In California, and across many American states, we have have a wild pig epidemic. When domestic pigs and Eurasian boar were introduced to California they escaped, bred, and roam the land foraging and wrecking ecological damage. We now find evidence of them all over California.
Wild pig are highly nocturnal in areas with hunting pressure, and California does not allow hunting at night unless you have a depredation permit, meaning that it’s possible to spend your whole life exploring California public lands and never see a wild pig.
Below is some information and tips for identifying wild pig tracks and sign with more ease on your hunting or scouting trips.
Wild pigs have a split hooves very similar to a deer, because of that it can be hard to tell the difference.
- On a wild pig there are two digits that reliably mark on the ground.
- The hoof print of a wild pig will appear round when compared to a deer.
- The track may appear more splayed, or spread out on certain genetic variations of wild pig or depending on substrate.
- Usually, the tip of the hoof print on a wild pig will not be as sharp as that of a deer.
Track size can fluctuate immensely depending on the genetic mix of the pig herd as well as sexual dimorphism and age.
- The two hooves can vary from 1/2 inch to five inches long.
- The dew claws of a wild pig are very low on the foot and will easily mark the ground when the ground is soft, wet, deep or when the animal is moving quickly.
- The dew claws of a wild pig will mark outside and behind the front hooves in the print, while on a deer the dew claw almost always falls right behind the leading two digits, and not outside.
Pig scat can range from:
- clumps the size of grapes to the size of apricots and cylinders in the same range.
- Find pig scat sparsely along trails or in groups with others in fields and clearings.
Wild pigs have the need to wallow, or roll around in the mud.
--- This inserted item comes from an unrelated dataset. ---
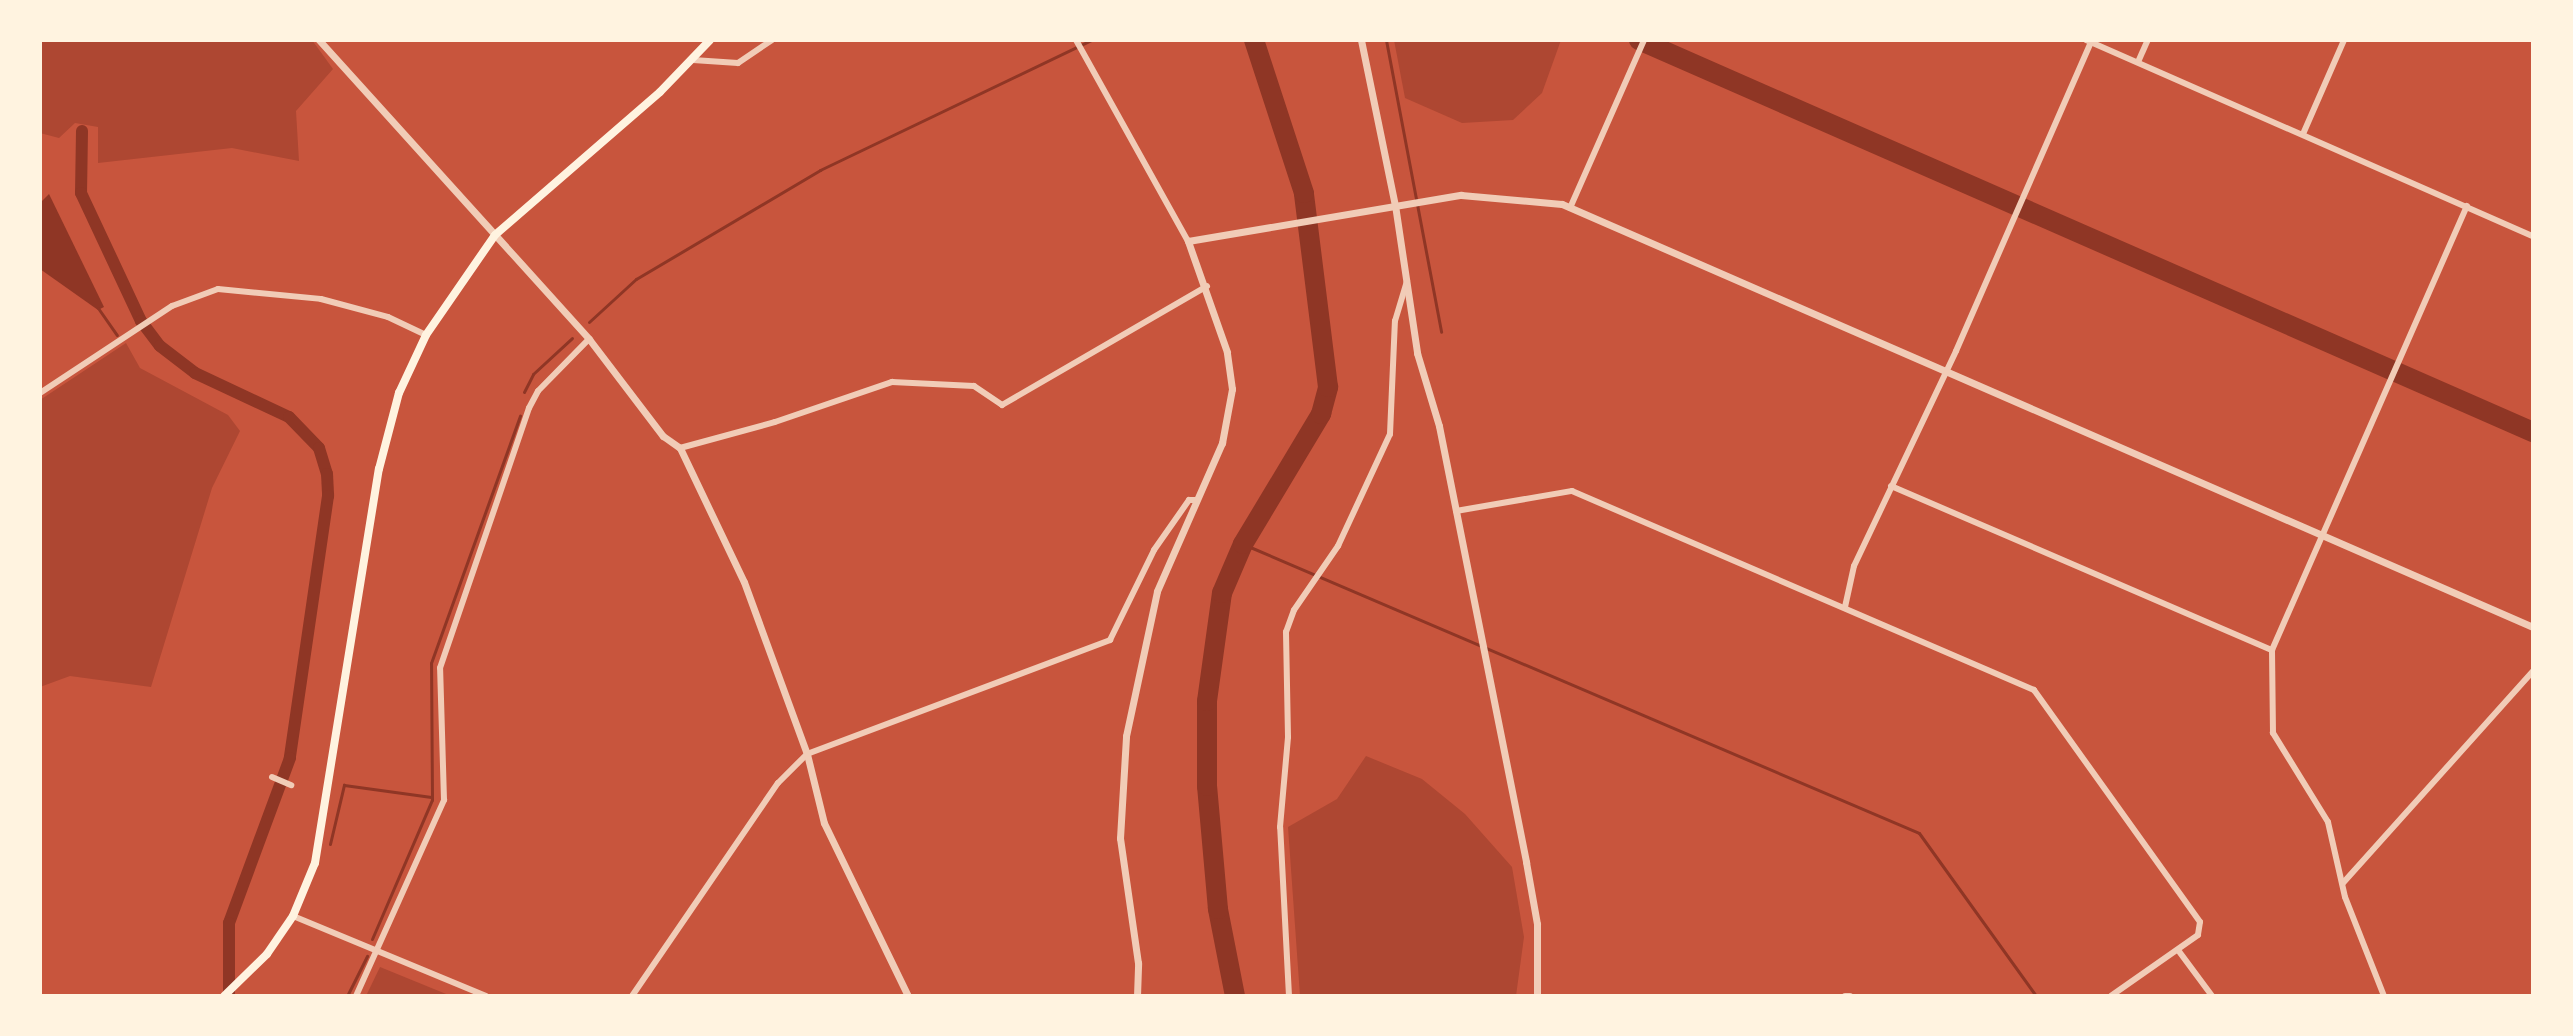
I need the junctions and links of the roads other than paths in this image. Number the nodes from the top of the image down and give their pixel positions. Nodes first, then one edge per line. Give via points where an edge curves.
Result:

They do this to cool off in hot conditions, protect themselves from insects, and to clean themselves off. Finding a pig wallow is a very good sign and should be remembered.
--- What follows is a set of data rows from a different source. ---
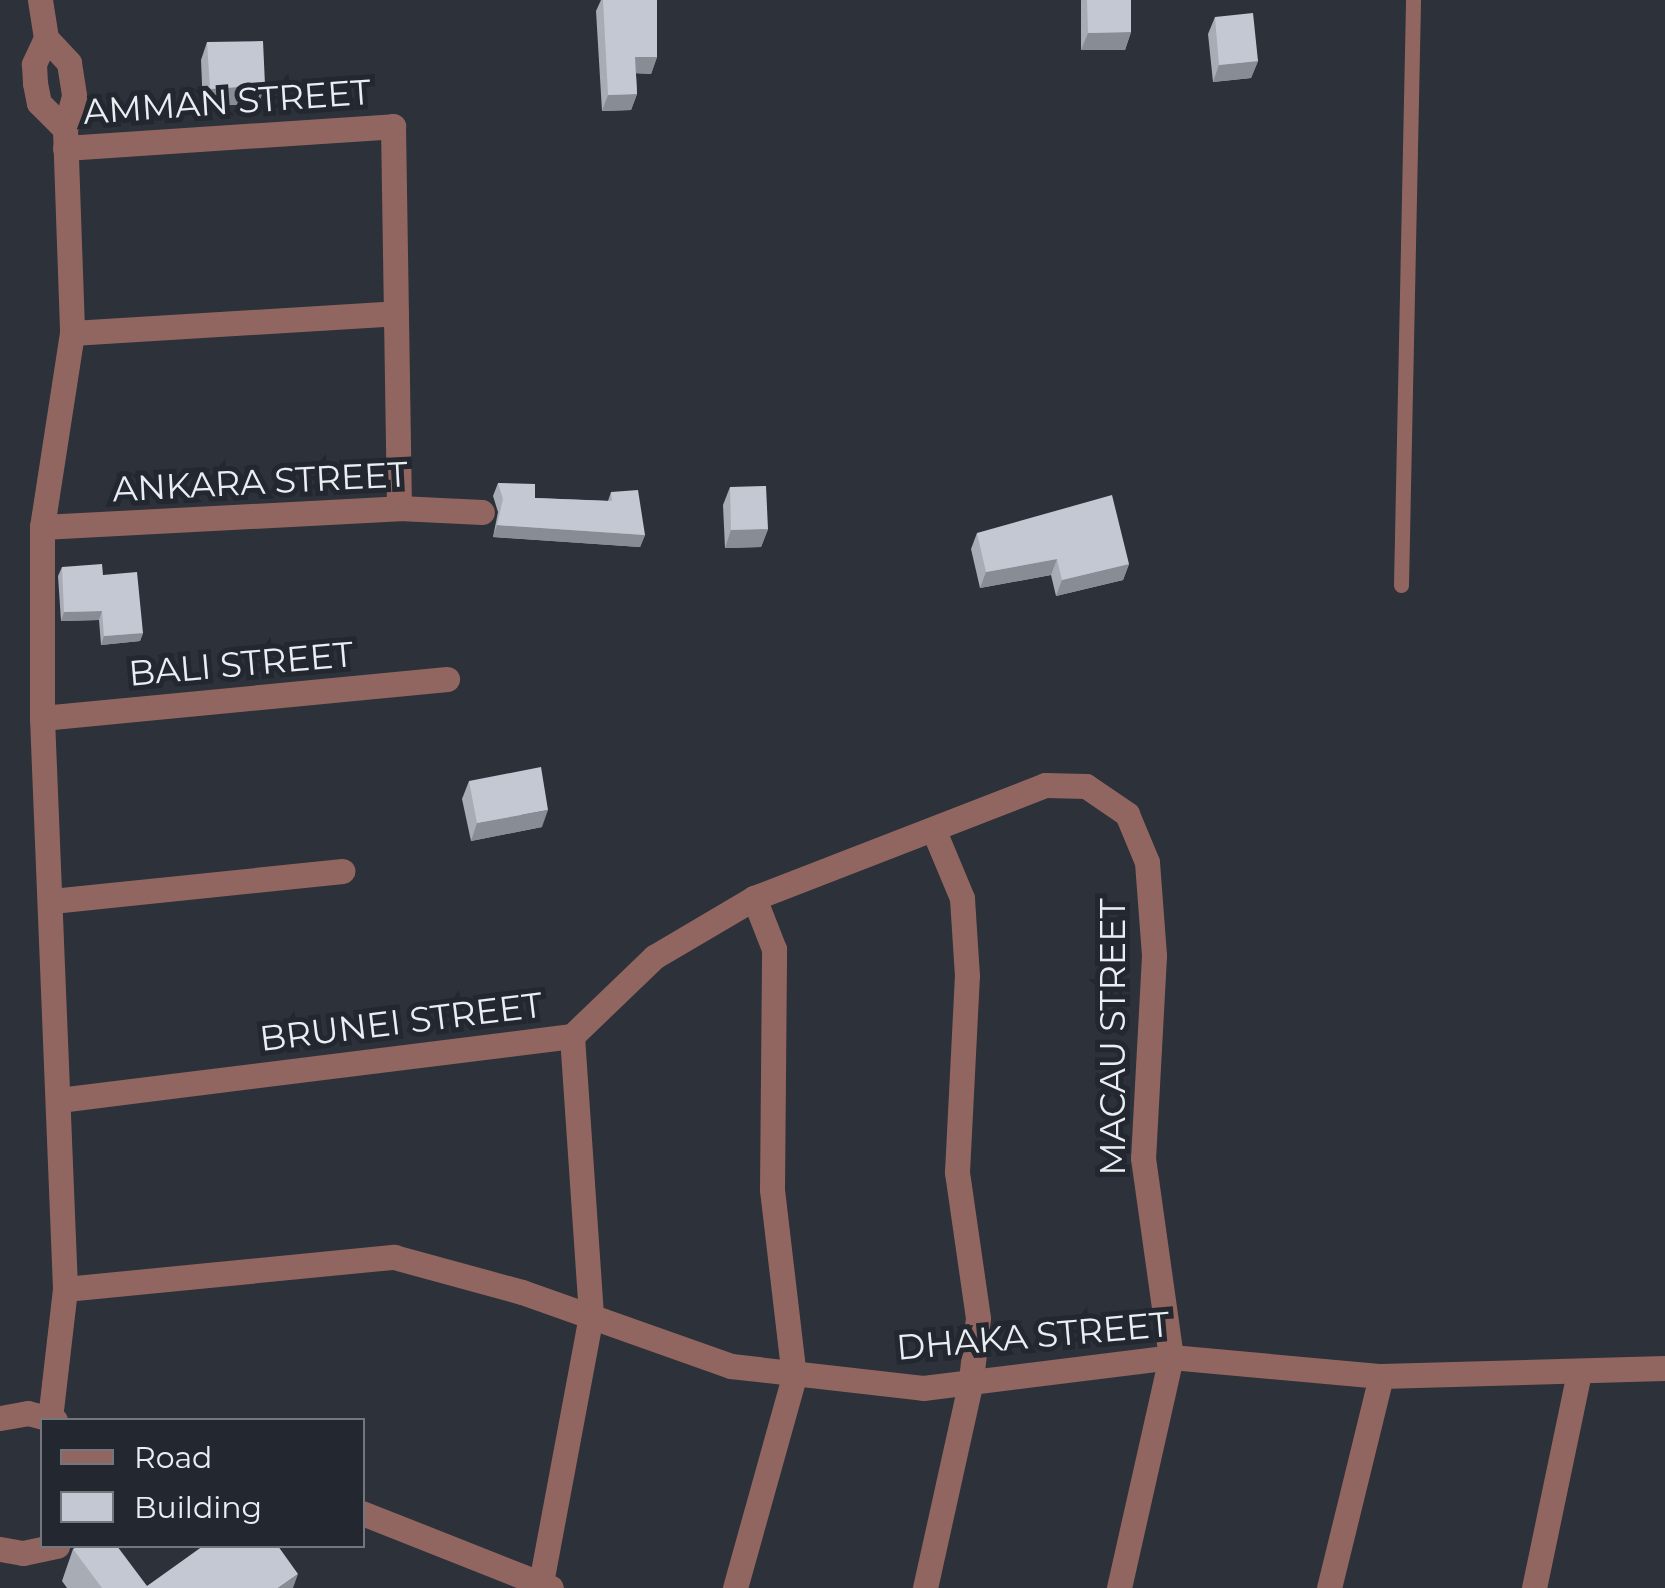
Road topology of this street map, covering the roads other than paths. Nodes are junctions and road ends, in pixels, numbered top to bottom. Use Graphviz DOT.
graph roads {
  1 [pos="40,0"];
  2 [pos="1413,0"];
  3 [pos="46,38"];
  4 [pos="65,138"];
  5 [pos="395,313"];
  6 [pos="72,333"];
  7 [pos="399,508"];
  8 [pos="482,512"];
  9 [pos="42,527"];
  10 [pos="1401,585"];
  11 [pos="447,679"];
  12 [pos="42,718"];
  13 [pos="1045,785"];
  14 [pos="934,831"];
  15 [pos="342,870"];
  16 [pos="754,898"];
  17 [pos="52,901"];
  18 [pos="572,1036"];
  19 [pos="58,1100"];
  20 [pos="65,1289"];
  21 [pos="591,1315"];
  22 [pos="1172,1356"];
  23 [pos="1665,1368"];
  24 [pos="1580,1373"];
  25 [pos="1380,1376"];
  26 [pos="794,1377"];
  27 [pos="971,1380"];
  28 [pos="0,1418"];
  29 [pos="52,1418"];
  30 [pos="40,1419"];
  31 [pos="365,1514"];
  32 [pos="47,1548"];
  33 [pos="1,1552"];
  34 [pos="544,1586"];
  35 [pos="735,1588"];
  36 [pos="925,1588"];
  37 [pos="1118,1588"];
  38 [pos="1329,1588"];
  39 [pos="1534,1588"];
  1 -- 3 [label="street"];
  2 -- 10 [label="lane"];
  3 -- 4 [label="street"];
  3 -- 4 [label="street"];
  4 -- 5 [label="street, AMMAN STREET"];
  4 -- 6 [label="street"];
  5 -- 6 [label="street"];
  5 -- 7 [label="street"];
  6 -- 9 [label="street"];
  7 -- 8 [label="street, ANKARA STREET"];
  7 -- 9 [label="street, ANKARA STREET"];
  9 -- 12 [label="street"];
  11 -- 12 [label="street, BALI STREET"];
  12 -- 17 [label="street"];
  13 -- 14 [label="street, BRUNEI STREET"];
  13 -- 22 [label="street, MACAU STREET"];
  14 -- 16 [label="street, BRUNEI STREET"];
  14 -- 27 [label="street"];
  15 -- 17 [label="street"];
  16 -- 18 [label="street, BRUNEI STREET"];
  16 -- 26 [label="street"];
  17 -- 19 [label="street"];
  18 -- 19 [label="street, BRUNEI STREET"];
  18 -- 21 [label="street"];
  19 -- 20 [label="street"];
  20 -- 21 [label="street, DHAKA STREET"];
  20 -- 29 [label="street"];
  21 -- 26 [label="street, DHAKA STREET"];
  21 -- 34 [label="street"];
  22 -- 25 [label="street, DHAKA STREET"];
  22 -- 27 [label="street, DHAKA STREET"];
  22 -- 37 [label="street, MACAU STREET"];
  23 -- 24 [label="street, DHAKA STREET"];
  24 -- 25 [label="street, DHAKA STREET"];
  24 -- 39 [label="street"];
  25 -- 38 [label="street"];
  26 -- 27 [label="street, DHAKA STREET"];
  26 -- 35 [label="street"];
  27 -- 36 [label="street"];
  28 -- 30 [label="street"];
  31 -- 34 [label="street"];
  32 -- 33 [label="street"];
}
- Look in wet muddy places and you can often find a bowl shaped spot that looks as though it has been rubbed smooth.
- A fresh wallow should have clear marking of hair, and possibly strands of hair rubbed into the mud.
- Wild pig are smelly animals, you can often find them and their wallows by scent alone. The stronger the scent the fresher the wallow.
- Wallows can often be found near water sources or where pigs feel comfortable enough to drop their guard.
- Dry wallows can also be used by pigs for similar reasons, although not as frequently. Look for bowl shaped rub spots in the dirt.
Wild pigs will use trees, rocks, and the ground as a scratching posts and as a scent marker. They also use trees to sharpen their tusks and mark their territory. Deer will do a very similar thing by rubbing their antlers on trees. The two can look similar, although deer are much taller and therefore will often mark higher on the tree. If you do find a rub site, look closely for hair that has been left behind by the rubbing action of the pig.
One of the ways that wild pigs forage for food is by rooting, or digging in the ground for food. Pigs root to eat insects, invertebrates, plant roots (tubers), and buried seeds. Wild pig rooting has a huge ecological impact that can be seen for years after. Rooting can vary in scale from entire fields that have been dug up to small patches of grass that have been disturbed. In order for pigs to root, the ground has to be soft and moist. Look for fresh rooting after rains and in the wetter parts of the season. Keeping track of seasonal conditions and plant growth cycles can help you determine where pigs will be rooting.
All animals sleep at some point. We can find evidence of where they slept if we can get to it. For the most part, wild pigs like to sleep in very dense cover for protection from predators and the elements. Sometimes these bed spots are too deep in the brush to access with any relative ease. Bedding spots for wild pigs will depend on a few different factors. If it is hot pigs will try to find somewhere cool to sleep – this could be a shade spot, a wetter spot, or a depression that traps cool air. Look for lay spots on northern facing hills or slopes in hotter months, they will offer more shade. During colder times of the year wild pigs will seek out warmth to sleep in. This might require a spot in the sun, which also may mean a more open visible location where the sun can pass through the canopy of the trees. Look on the southern side of hills for spots that have more sun during the day. As with any bedding site for animals, the most important factor is safety from predators. Ultimately pigs will bed where they feel comfortable, requiring a combination of factors.
Trails and punches
After an animal walks one area continuously it will make a trail. Animals use trails like humans use highways. Trails offer easy and familiar access to all parts of the landscape. Look for game trails that seem to be traveled frequently. The larger and more beaten the path, the more it has been used by game. Finding a fork in the trail or an intersection of trails that meet at one spot is called a junction. This is a great place to find which trail is the freshest, or a nice spot to sit and wait for something to pass by.
When a trail meets a scrub line or thick brush cover it creates a punch, or an opening in the brush made by the animal walking though it. Pig will make punches in very dense brush that are easy to see and can be numerous in some areas. The size of the punch is determined by the size of the animal. Animals use game trails of the landscape interchangeably and they can last for years, so look closely for recent sign.